12. The method of claim 1 where default policy is stored in the node.
13. The method of claim 1 where policy stored in the node may be updated by the controller.
14. The method of claim 1 where the policy controls operation of a wireless interface in the node.
15. The method of claim 14 where the policy controls the channels of operation of a wireless interface in the node.
16. The method of claim 14 where the policy controls transmit power levels of a wireless interface in the node.
17. The method of claim 1 where the policy controls operation of a split tunnel in the node.
18. The method of claim 1 where the policy controls access to resources through the controller.
BACKGROUND OF THE INVENTION
The present invention relates to the operation of access nodes connected through a digital network to a central controller.
Businesses seek to meet the computing needs of a more mobile workforce while still maintaining security and controls over business resources. One means of providing access to resources in a controlled manner is a system such as that shown in FIG. 1. In this diagram, controller 110 inside an environment 100 connects 120 to the Internet 200 or other switched digital communications network. Controller 110 mediates access between the Internet 200 and other resources 130, 140, 150 which may include servers for mail and web services, file servers, and of course users accessing these services and the Internet via wired or wireless connections.
To support remote users such as remote computer 320, access node 300 connects 310 to the Internet 200 and also connects 330 to remote computer 320. The connection 310 between access node 300 and the internet 200 may be via wired or wireless means, using methods known to the art including but not limited to Ethernet, cable or DSL modems, or wireless connections including but not limited to 802.11, WiMAX, or EDGE. Similarly the connection 330 between access node 300 and remote computer 320 may be wired or wireless using technologies known to the art including but not limited to wired connections such as Ethernet, or wireless connections such as 802.11.
In operation, access node 300 has the IP address of its controller 110 and security credentials to authenticate to controller 110. When access node 300 starts up, it establishes a connection such as a GRE tunnel to controller 110, routing all communications from remote computer 320 through controller 110 This allows computer 320 to have access to resources such as servers and services 130 140 inside the environment 100. It also allows corporate policies on access to be applied.

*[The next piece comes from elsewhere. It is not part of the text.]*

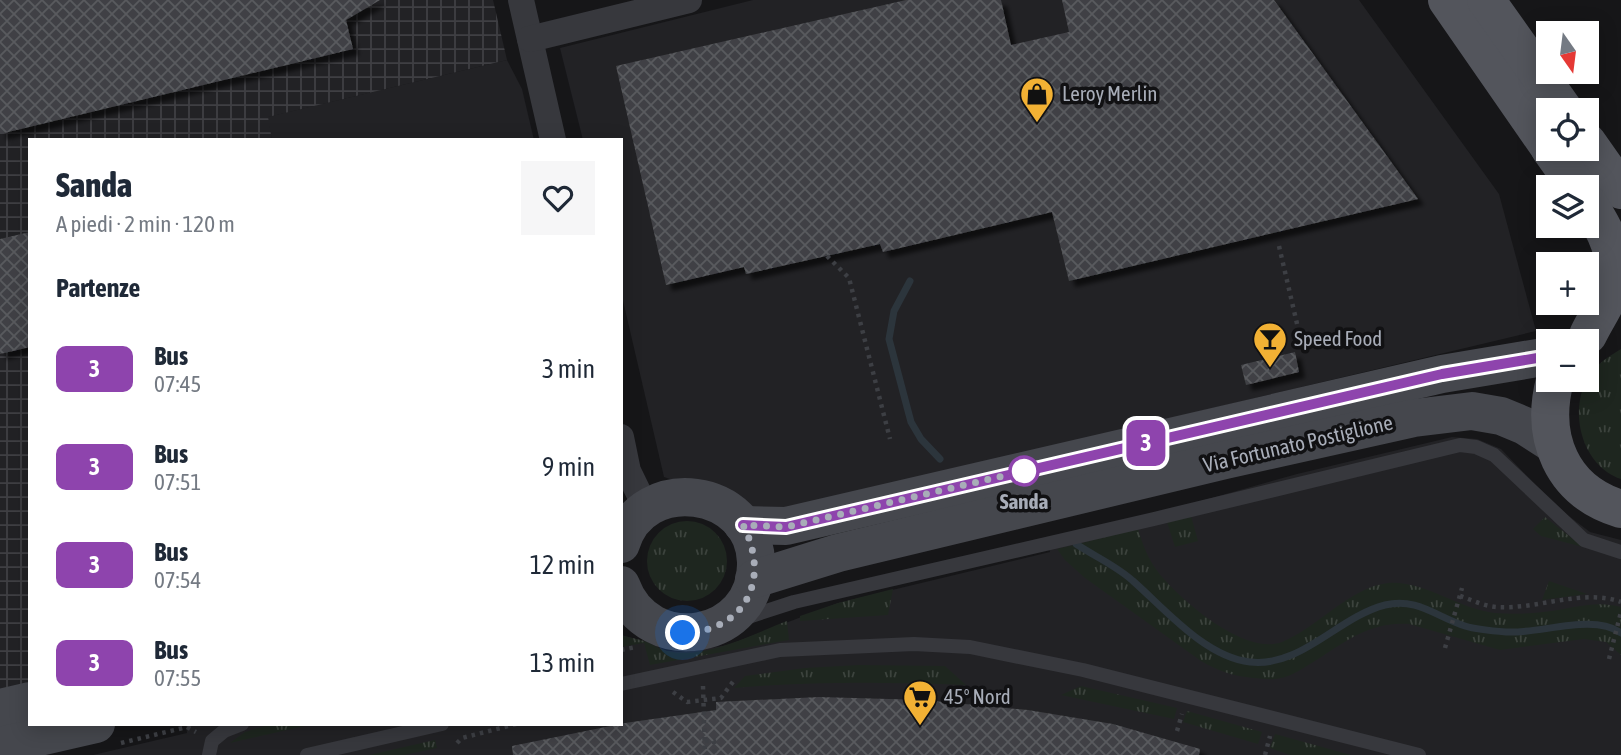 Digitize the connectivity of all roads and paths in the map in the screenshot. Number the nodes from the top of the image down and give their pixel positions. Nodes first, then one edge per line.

Mobile users are increasingly mobile. The user of access node 300 and remote computer 320 may normally be based in Santa Rosa, Calif., but may occasionally work from other locations such as Toronto, Brussels, Topeka, or Melbourne. Access node 300, since it establishes a connection based on the IP address of controller 110 is able to provide access wherever suitable power and internet connectivity 310 are available. The life of the user of computer 320 is greatly simplified; wherever they go, access node 300 provides them the same access, security, and protection as if they were in the office.
Unfortunately, other concerns and policies enter the picture. Regulatory concerns, for example, may restrict access to systems and/or data. Certain classes of data may not legally be exported outside of specific regions or countries. A business may wish to limit access based on the location of the user. As an example, if access node 300 supports wireless 802.11 access for connection 330, the frequencies and power levels which may be used legally differ in different countries.

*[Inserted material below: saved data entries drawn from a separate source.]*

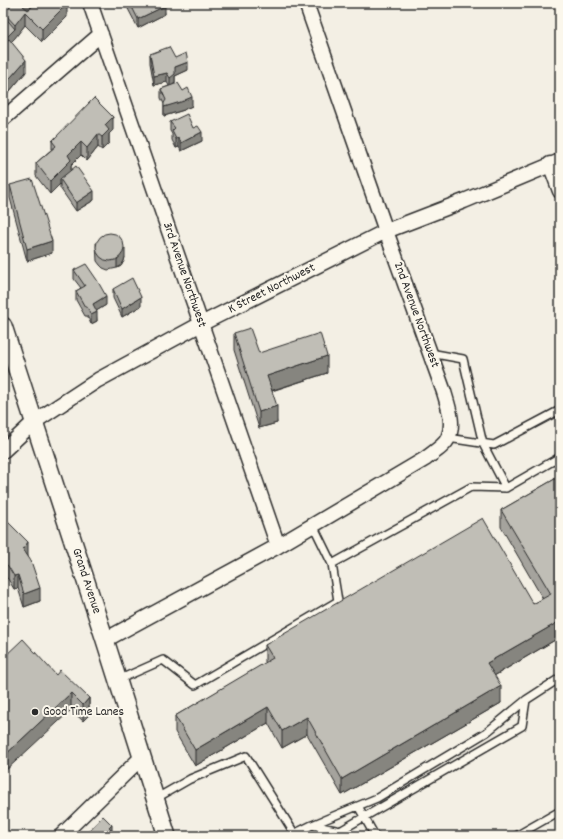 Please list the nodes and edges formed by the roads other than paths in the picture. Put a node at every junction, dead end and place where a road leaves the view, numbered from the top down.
1 (90, 3) edge
2 (306, 3) edge
3 (101, 34) junction
4 (3, 119) edge
5 (555, 163) edge
6 (560, 191) edge
7 (386, 231) junction
8 (201, 324) junction
9 (3, 326) edge
10 (430, 353) junction
11 (560, 410) edge
12 (34, 422) junction
13 (448, 438) junction
14 (483, 444) junction
15 (3, 451) edge
16 (560, 457) edge
17 (506, 488) junction
18 (313, 525) junction
19 (278, 546) junction
20 (332, 564) junction
21 (105, 640) junction
22 (560, 678) edge
23 (118, 680) junction
24 (526, 700) junction
25 (142, 757) junction
26 (155, 799) junction
27 (358, 806) junction
28 (560, 811) edge
29 (364, 817) junction
30 (312, 825) junction
31 (294, 835) edge
32 (61, 836) edge
33 (167, 836) edge
34 (375, 836) edge
35 (516, 836) edge

1 - 3 street, 3rd Avenue Northwest
2 - 7 street, 2nd Avenue Northwest
3 - 4 street
3 - 8 street, 3rd Avenue Northwest
5 - 6 street
5 - 7 street, K Street Northwest
7 - 8 street, K Street Northwest
7 - 10 street, 2nd Avenue Northwest
8 - 12 street, K Street Northwest
8 - 19 street, 3rd Avenue Northwest
9 - 12 street, Grand Avenue
10 - 13 street, 2nd Avenue Northwest
10 - 14 lane
11 - 14 lane
12 - 15 street, K Street Northwest
12 - 21 street, Grand Avenue
13 - 14 lane
13 - 18 street
14 - 17 lane
16 - 17 lane
17 - 20 lane
18 - 19 street
18 - 20 lane
19 - 21 street
20 - 23 lane
21 - 23 street, Grand Avenue
22 - 24 lane
23 - 25 street, Grand Avenue
24 - 27 lane
24 - 29 lane
25 - 26 street, Grand Avenue
25 - 32 street
26 - 31 lane
26 - 33 street, Grand Avenue
27 - 29 lane
27 - 30 lane
28 - 35 lane
29 - 30 lane
29 - 34 lane
30 - 31 lane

What is needed is a way to set policy based on an access node's location,
BRIEF DESCRIPTION OF THE DRAWINGS
The invention may be best understood by referring to the following description and accompanying drawings that are used to illustrate embodiments of the invention in which:
FIG. 1 shows a block diagram of a network,
FIG. 2 shows a block diagram of an access node, and
FIG. 3 shows an access node and a block diagram of a controller.
Embodiments of the invention relate to setting policy based on the location of a access node connected to a controller over a digital network. Operating policy is established based on the location of the access node, and imposed on the access node and/or services delivered to the access node through the controller. In one embodiment, the location of the access node is determined through a GPS receiver associated with the node, receiving and processing signals from the constellation of GPS satellites and deriving location data. In a second embodiment, the location of the access node is determined through the network connection and the public IP address of the access node. This IP address may be verified by the controller, for example using Traceroute data. Location information is translated via a database to retrieve policy information, which may include operating aspects at the access node such as operating parameters, access controls and the like. Policy imposed at the controller may include aspects such as access lists and permissions determining what resources are available to the remotely located access node.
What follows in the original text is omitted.